A Camry-sized plug-in hybrid sedan with serious electric range is heading to Australian showrooms, possibly before year's end.

AutoReady WA Editorial·3 min read·24 May 2026
BYD Seal 7 PHEV Sedan Is Coming to Australia — Here's What WA Buyers Need to Know

BYD is on a roll in Australia, and its next move is a big one. The Seal 7 — a large plug-in hybrid sedan that sits above the recently confirmed Seal 6 — has cleared Australian government homologation, putting it firmly on track for local showrooms within the next nine months.

For Perth buyers tired of choosing between a practical family sedan and a car that won't drain your wallet at the bowser, this one deserves your attention.

What Is the Seal 7, Exactly?

Think of it as BYD's answer to the Toyota Camry, but bigger and with a proper plug-in hybrid drivetrain. At 4980mm long and 1890mm wide, the Seal 7 is 150mm longer and 15mm wider than the Seal 6. For a bit of local context, it's almost identical in footprint to the final Australian-made Holden Commodore — a car that still feels about right for WA's wide roads and longer-haul drives.

Power comes from a 1.5-litre turbocharged four-cylinder petrol engine working alongside an electric motor, with a combined output of 197kW. That's meaningfully more punch than the non-turbo setup in the Seal 6. In China, the engine produces 115kW and 225Nm, paired with a 200kW/315Nm electric motor.

Two battery options are available in China — a 17.6kWh pack rated for around 110km of electric-only driving, and a larger 29.5kWh unit good for up to 180km on WLTC testing. Which one makes it to WA is still unclear, but either would cover the average Perth daily commute several times over before the petrol engine kicks in.

When the battery is depleted, fuel consumption sits at 4.4–4.5L/100km under WLTC protocols. With WA petrol prices regularly sitting above $2.00 per litre, that kind of efficiency on longer runs — say, down to Mandurah or out towards the Hills — adds up to real savings.

Charging and Features

The Seal 7 comes standard with DC fast charging — up to 40kW on the smaller battery or 69kW on the larger pack — plus 7kW AC home charging. There's also a household power outlet built in, handy if you're camping or need to run tools on a worksite.

Inside, BYD has loaded it up.
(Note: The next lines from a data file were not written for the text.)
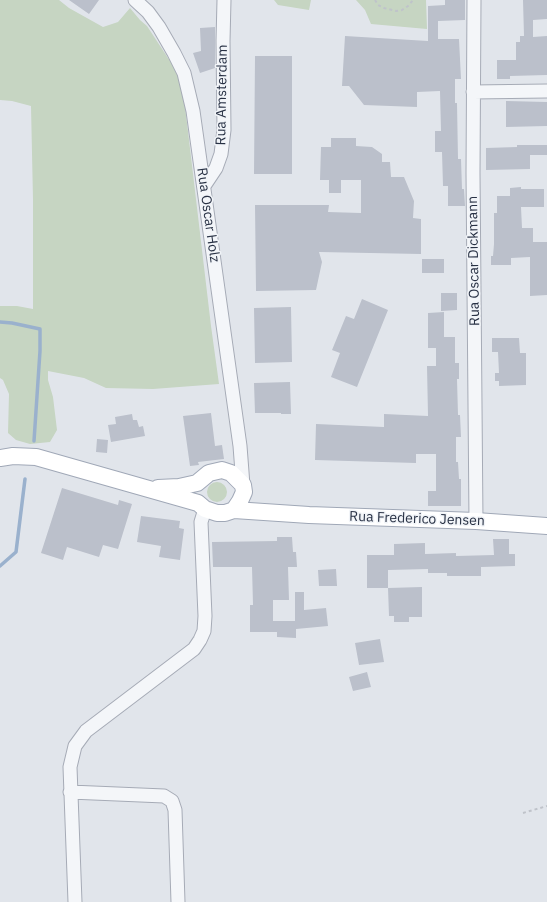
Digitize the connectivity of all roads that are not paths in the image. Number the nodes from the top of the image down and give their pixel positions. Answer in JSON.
{"nodes":[{"id":1,"x":135,"y":0,"type":"edge"},
{"id":2,"x":224,"y":0,"type":"edge"},
{"id":3,"x":474,"y":0,"type":"edge"},
{"id":4,"x":547,"y":91,"type":"edge"},
{"id":5,"x":473,"y":92,"type":"junction"},
{"id":6,"x":204,"y":186,"type":"junction"},
{"id":7,"x":240,"y":446,"type":"junction"},
{"id":8,"x":0,"y":458,"type":"edge"},
{"id":9,"x":222,"y":470,"type":"junction"},
{"id":10,"x":197,"y":483,"type":"junction"},
{"id":11,"x":145,"y":488,"type":"junction"},
{"id":12,"x":243,"y":488,"type":"junction"},
{"id":13,"x":202,"y":506,"type":"junction"},
{"id":14,"x":234,"y":510,"type":"junction"},
{"id":15,"x":287,"y":514,"type":"junction"},
{"id":16,"x":476,"y":521,"type":"junction"},
{"id":17,"x":547,"y":526,"type":"edge"},
{"id":18,"x":70,"y":792,"type":"junction"},
{"id":19,"x":75,"y":902,"type":"edge"},
{"id":20,"x":178,"y":902,"type":"edge"}],
"edges":[{"from":1,"to":6,"type":"street","name":"Rua Oscar Holz"},
{"from":2,"to":6,"type":"street","name":"Rua Amsterdam"},
{"from":3,"to":5,"type":"street","name":"Rua Oscar Dickmann"},
{"from":4,"to":5,"type":"street"},
{"from":5,"to":16,"type":"street","name":"Rua Oscar Dickmann"},
{"from":6,"to":7,"type":"street","name":"Rua Oscar Holz"},
{"from":7,"to":9,"type":"street","name":"Rua Oscar Holz"},
{"from":7,"to":12,"type":"street","name":"Rua Oscar Holz"},
{"from":8,"to":11,"type":"main road","name":"Rua Frederico Jensen"},
{"from":9,"to":10,"type":"main road","name":"Rua Frederico Jensen"},
{"from":9,"to":12,"type":"main road","name":"Rua Frederico Jensen"},
{"from":10,"to":11,"type":"main road","name":"Rua Frederico Jensen"},
{"from":10,"to":13,"type":"main road"},
{"from":11,"to":13,"type":"main road","name":"Rua Frederico Jensen"},
{"from":12,"to":14,"type":"main road"},
{"from":12,"to":15,"type":"main road","name":"Rua Frederico Jensen"},
{"from":13,"to":14,"type":"main road","name":"Rua Frederico Jensen"},
{"from":13,"to":18,"type":"street"},
{"from":14,"to":15,"type":"main road","name":"Rua Frederico Jensen"},
{"from":15,"to":16,"type":"main road","name":"Rua Frederico Jensen"},
{"from":16,"to":17,"type":"main road","name":"Rua Frederico Jensen"},
{"from":18,"to":19,"type":"street"},
{"from":18,"to":20,"type":"street"}]}
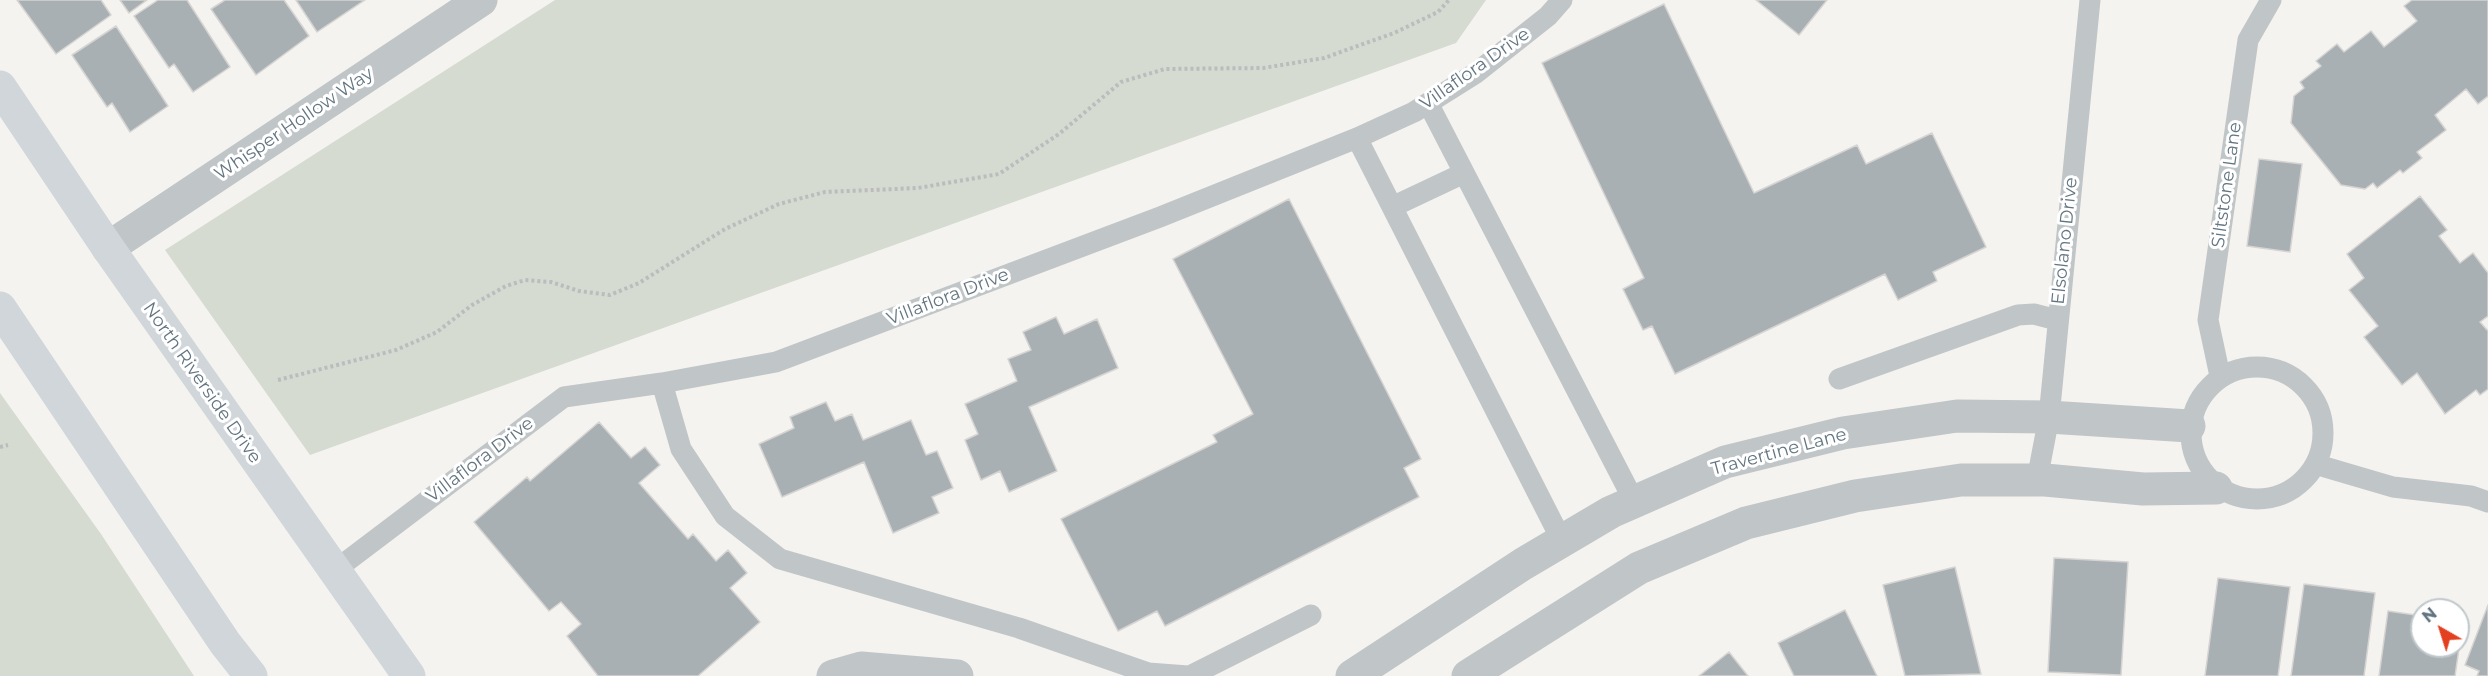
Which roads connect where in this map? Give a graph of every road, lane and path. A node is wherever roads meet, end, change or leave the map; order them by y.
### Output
1 (481, 0) edge
2 (1449, 0) edge
3 (1562, 0) edge
4 (2090, 0) edge
5 (2271, 0) edge
6 (0, 87) edge
7 (1428, 103) junction
8 (1357, 138) junction
9 (1464, 173) junction
10 (1392, 207) junction
11 (108, 248) junction
12 (0, 308) edge
13 (2057, 320) junction
14 (2220, 376) junction
15 (1839, 379) dead end
16 (278, 380) dead end
17 (662, 383) junction
18 (2049, 417) junction
19 (2189, 426) junction
20 (8, 445) dead end
21 (0, 447) edge
22 (2318, 465) junction
23 (2037, 480) junction
24 (2216, 488) junction
25 (1634, 501) junction
26 (2488, 502) edge
27 (1562, 541) junction
28 (334, 571) junction
29 (1311, 615) dead end
30 (251, 676) edge
31 (409, 676) edge
32 (833, 676) edge
33 (957, 676) edge
34 (1189, 676) edge
35 (1352, 676) edge
36 (1468, 676) edge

Standard kit includes a 15.6-inch touchscreen, a 12-speaker stereo, panoramic sunroof, power tailgate, head-up display, and heated and ventilated front seats with power adjustment. For a car that will likely sit around the $40,000–$45,000 mark before on-road costs, that's a strong specification sheet — WA on-road costs and stamp duty will add to the final drive-away figure, so factor that in when budgeting.

Pricing hasn't been confirmed, but expect it to carry a premium over the Seal 6's $34,990–$39,990 plus on-road cost range, given the larger body and turbocharged powertrain.

Should WA Buyers Be Interested?

If you're doing regular kilometres around Perth — school runs, commuting to the CBD from the outer suburbs, weekend trips to the south-west — a PHEV of this size makes genuine sense. You'd run mostly on electricity day-to-day, and have a fuel-efficient petrol engine for longer drives without any range anxiety.

The Seal 7 has already been spotted testing on Australian roads, which suggests BYD is moving with purpose here. An all-electric Seal 7 variant exists in China with a 705km range rating, but that model hasn't been approved for Australia.

What has been approved is a well-equipped, large plug-in hybrid sedan that looks like strong value for WA families wanting a proper-sized car without the ongoing fuel bill. Keep an eye on local BYD dealers — if homologation timelines hold, this could be on forecourts before Christmas.